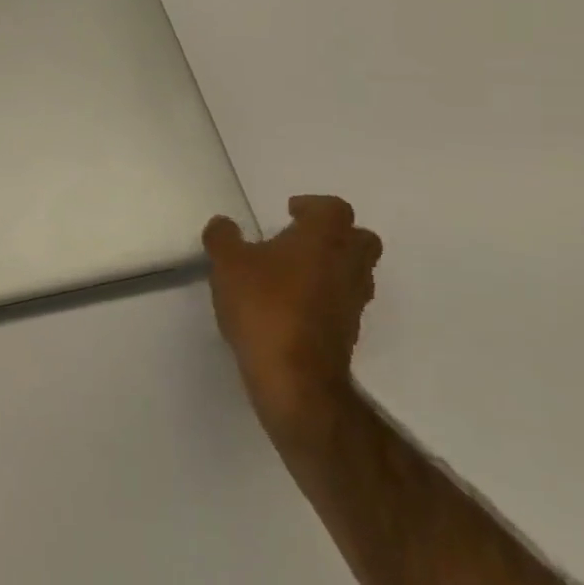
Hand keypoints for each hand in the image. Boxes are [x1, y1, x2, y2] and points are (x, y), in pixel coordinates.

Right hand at [204, 197, 381, 442]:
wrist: (295, 378)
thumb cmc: (264, 306)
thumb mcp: (227, 263)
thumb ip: (223, 237)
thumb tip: (224, 225)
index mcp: (323, 238)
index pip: (334, 208)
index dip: (312, 206)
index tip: (289, 212)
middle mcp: (347, 265)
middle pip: (360, 239)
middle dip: (335, 234)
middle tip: (300, 239)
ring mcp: (353, 301)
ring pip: (356, 272)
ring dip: (332, 266)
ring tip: (293, 273)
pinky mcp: (349, 333)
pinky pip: (343, 301)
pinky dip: (326, 297)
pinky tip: (293, 305)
──────
TASK REQUIREMENTS – Omit the pictures and repeat the rest of the listing verbatim.

EXERCISE ANSWER –
Hand keypoints for each hand in the image. Boxes are [x1, y1, x2, y2] and points are (x, y), in pixel coordinates.

Right hand at [204, 197, 381, 442]:
wrist: (295, 378)
thumb cmc: (264, 306)
thumb mcp: (227, 263)
thumb ip: (223, 237)
thumb tip: (224, 225)
index mcp: (323, 238)
index pip: (334, 208)
index dip: (312, 206)
index tip: (289, 212)
middle mcp: (347, 265)
middle pip: (360, 239)
middle dip: (335, 234)
middle tip: (300, 239)
ring mcp: (353, 301)
ring pip: (356, 272)
ring dip: (332, 266)
ring tip: (293, 273)
pinky mcp: (349, 333)
pinky pip: (343, 301)
pinky dip: (326, 297)
pinky tip: (293, 305)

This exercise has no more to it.